La santé va-t-elle devenir un luxe ?
Alors que le pouvoir d’achat reste l’une des préoccupations majeures des Français, le gouvernement décide de nouveaux transferts de charges vers les complémentaires santé et les assurés sociaux.
Annoncée en juin, la hausse du ticket modérateur de 30 % à 40 % sur les soins bucco-dentaires sera effective dès le 1er octobre 2023. De facto, c’est la part des dépenses restant à la charge des patients qui va augmenter de 10 %.
Cette mesure qui s’inscrit dans une logique purement comptable, va à l’inverse des objectifs de favoriser l’accès aux soins pour tous.
Pour rappel, selon l’étude 2021 de la Direction de la recherche, des études, de l’évaluation et des statistiques (Drees) sur les dépenses de santé en 2020, l’Assurance maladie obligatoire prend en charge 79,8 % des dépenses de consommation de soins et de biens médicaux, les organismes complémentaires 12,3 % et le reste à charge des ménages s’élève à 6,5 %.
Pour les complémentaires santé, le coût de ce déremboursement estimé à 500 millions d’euros, vient s’ajouter à celui lié à l’élargissement du 100 % santé (voir édito du dernier numéro du Mutualiste).
Une fois encore les mutuelles sont mises à contribution et, à travers elles, leurs adhérents. Il sera en effet difficile pour les organismes complémentaires de ne pas tenir compte des conséquences des décisions de l’exécutif sur l’équilibre cotisations/prestations.

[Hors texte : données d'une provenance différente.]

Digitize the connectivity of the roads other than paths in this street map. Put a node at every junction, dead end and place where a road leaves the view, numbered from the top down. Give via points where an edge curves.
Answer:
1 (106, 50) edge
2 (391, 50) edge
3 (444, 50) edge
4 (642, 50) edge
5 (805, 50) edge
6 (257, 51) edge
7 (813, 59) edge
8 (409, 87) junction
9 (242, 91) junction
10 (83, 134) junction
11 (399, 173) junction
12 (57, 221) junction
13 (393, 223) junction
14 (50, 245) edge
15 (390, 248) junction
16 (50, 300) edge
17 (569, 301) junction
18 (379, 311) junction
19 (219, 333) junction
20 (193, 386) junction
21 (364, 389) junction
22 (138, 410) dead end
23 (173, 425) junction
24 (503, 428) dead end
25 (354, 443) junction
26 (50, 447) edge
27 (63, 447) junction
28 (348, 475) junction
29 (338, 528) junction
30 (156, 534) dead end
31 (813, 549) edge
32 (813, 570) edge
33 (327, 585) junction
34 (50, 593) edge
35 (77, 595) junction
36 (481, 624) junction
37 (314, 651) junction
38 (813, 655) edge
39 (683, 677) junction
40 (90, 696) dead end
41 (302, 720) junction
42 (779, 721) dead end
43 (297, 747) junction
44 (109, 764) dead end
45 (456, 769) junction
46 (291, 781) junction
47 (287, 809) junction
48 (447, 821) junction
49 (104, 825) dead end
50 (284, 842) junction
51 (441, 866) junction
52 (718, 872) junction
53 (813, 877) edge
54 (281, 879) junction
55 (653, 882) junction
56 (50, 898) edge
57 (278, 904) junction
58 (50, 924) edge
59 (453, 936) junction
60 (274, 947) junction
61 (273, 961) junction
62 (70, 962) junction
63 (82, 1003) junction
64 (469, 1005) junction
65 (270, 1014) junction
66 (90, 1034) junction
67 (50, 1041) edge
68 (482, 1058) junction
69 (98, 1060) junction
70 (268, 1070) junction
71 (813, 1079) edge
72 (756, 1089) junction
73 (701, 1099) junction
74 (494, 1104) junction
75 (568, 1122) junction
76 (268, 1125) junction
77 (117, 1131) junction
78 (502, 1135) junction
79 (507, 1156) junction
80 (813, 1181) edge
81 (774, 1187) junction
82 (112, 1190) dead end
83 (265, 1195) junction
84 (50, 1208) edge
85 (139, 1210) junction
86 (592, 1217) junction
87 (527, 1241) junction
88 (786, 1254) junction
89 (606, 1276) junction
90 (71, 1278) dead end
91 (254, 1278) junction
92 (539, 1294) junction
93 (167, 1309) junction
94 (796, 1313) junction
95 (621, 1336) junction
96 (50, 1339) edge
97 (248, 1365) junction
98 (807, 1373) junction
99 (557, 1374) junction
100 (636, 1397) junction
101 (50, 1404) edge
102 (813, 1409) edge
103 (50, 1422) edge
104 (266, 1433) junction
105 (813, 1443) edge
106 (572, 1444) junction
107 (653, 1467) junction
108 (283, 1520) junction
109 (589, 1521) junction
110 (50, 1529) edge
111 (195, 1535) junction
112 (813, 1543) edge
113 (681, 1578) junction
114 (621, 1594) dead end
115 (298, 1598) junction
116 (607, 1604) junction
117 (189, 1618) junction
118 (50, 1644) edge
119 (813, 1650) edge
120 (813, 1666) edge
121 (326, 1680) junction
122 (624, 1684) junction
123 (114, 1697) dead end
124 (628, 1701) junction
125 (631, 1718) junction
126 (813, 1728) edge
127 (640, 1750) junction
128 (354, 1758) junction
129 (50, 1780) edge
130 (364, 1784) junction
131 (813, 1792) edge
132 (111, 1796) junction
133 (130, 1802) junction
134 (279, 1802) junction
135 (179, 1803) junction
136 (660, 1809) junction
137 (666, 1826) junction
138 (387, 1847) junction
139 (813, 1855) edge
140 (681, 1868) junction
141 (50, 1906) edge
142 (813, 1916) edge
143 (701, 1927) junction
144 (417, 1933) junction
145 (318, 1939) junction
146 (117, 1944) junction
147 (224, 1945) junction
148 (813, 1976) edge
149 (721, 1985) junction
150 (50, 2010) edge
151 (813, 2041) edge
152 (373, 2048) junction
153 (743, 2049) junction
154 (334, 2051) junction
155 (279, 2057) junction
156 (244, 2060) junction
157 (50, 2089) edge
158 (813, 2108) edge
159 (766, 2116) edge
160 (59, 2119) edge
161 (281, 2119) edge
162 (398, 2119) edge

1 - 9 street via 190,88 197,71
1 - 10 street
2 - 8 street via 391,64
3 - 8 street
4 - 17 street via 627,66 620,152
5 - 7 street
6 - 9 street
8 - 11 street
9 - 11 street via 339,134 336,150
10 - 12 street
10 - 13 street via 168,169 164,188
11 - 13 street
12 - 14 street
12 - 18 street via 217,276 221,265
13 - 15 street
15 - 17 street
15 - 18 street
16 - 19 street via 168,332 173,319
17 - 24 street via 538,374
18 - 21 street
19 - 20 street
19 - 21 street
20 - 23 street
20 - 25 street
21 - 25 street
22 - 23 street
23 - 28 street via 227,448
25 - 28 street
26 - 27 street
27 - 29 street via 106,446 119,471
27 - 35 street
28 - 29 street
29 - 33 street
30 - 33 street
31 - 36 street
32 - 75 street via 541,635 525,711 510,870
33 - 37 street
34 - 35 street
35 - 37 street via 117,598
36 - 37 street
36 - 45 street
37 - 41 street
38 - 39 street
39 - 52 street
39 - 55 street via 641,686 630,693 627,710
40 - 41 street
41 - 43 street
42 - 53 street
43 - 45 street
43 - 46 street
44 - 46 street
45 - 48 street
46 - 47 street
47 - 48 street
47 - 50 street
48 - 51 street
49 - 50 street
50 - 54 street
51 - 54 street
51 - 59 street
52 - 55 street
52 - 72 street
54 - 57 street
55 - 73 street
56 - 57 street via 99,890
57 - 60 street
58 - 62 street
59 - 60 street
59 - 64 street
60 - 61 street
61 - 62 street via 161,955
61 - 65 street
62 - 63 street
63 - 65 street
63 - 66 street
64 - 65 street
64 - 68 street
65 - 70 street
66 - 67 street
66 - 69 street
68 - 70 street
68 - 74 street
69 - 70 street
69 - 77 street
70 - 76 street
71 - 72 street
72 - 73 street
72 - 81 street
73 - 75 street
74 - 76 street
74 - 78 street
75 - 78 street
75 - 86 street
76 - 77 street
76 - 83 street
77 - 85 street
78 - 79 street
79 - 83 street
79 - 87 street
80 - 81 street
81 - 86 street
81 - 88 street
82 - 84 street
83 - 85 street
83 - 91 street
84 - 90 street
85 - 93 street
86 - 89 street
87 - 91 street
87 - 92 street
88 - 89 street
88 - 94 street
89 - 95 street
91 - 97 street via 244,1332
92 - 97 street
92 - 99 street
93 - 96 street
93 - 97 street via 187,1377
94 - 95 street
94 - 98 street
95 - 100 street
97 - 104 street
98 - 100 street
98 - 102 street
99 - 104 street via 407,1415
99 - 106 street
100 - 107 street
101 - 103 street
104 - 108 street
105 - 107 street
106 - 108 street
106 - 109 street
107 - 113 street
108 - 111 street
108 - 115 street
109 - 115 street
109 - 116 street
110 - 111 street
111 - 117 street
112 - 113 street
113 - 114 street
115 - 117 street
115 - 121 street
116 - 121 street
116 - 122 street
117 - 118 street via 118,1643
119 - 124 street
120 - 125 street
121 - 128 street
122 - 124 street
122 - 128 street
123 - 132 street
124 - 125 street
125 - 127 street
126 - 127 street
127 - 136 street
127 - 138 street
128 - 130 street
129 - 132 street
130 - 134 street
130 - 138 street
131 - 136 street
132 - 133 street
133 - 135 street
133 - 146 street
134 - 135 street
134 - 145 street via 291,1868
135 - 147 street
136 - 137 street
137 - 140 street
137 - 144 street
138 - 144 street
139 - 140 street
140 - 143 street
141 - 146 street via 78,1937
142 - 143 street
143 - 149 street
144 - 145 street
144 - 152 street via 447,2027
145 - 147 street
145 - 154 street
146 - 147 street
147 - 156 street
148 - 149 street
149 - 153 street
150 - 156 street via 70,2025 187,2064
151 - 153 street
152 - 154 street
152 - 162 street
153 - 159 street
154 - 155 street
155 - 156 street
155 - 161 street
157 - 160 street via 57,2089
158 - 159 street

Si pour nos adhérents la mutualisation et la solidarité inhérente au modèle mutualiste pourront jouer à plein pour limiter les impacts de ces mesures, nous ne pouvons pas nous empêcher de penser aux quelque quatre millions de personnes qui ne sont pas couvertes par un contrat complémentaire santé responsable, et qui devront soit, supporter l’intégralité du reste à charge soit malheureusement, comme c’est souvent le cas, renoncer à se faire soigner.
Face à l’inégalité d’accès aux soins et aux difficultés pour les plus précaires d’acquérir une complémentaire santé, une mesure s’impose : revoir la taxation des mutuelles. Comme le soulignait le président de la FNMF lors du dernier congrès de la Mutualité française, « est-il juste que la complémentaire qui concourt à l’accès aux soins soit taxée à 14 % et un hamburger à 5 % ? N’est-elle pas un service essentiel qui doit être soumis à un taux réduit ? ». De la même manière, il conviendrait de revoir le régime fiscal des cotisations des contrats individuels, majoritairement les retraités. En effet celles-ci sont soumises à l’impôt ce qui n’est pas le cas pour les contrats collectifs d’entreprise.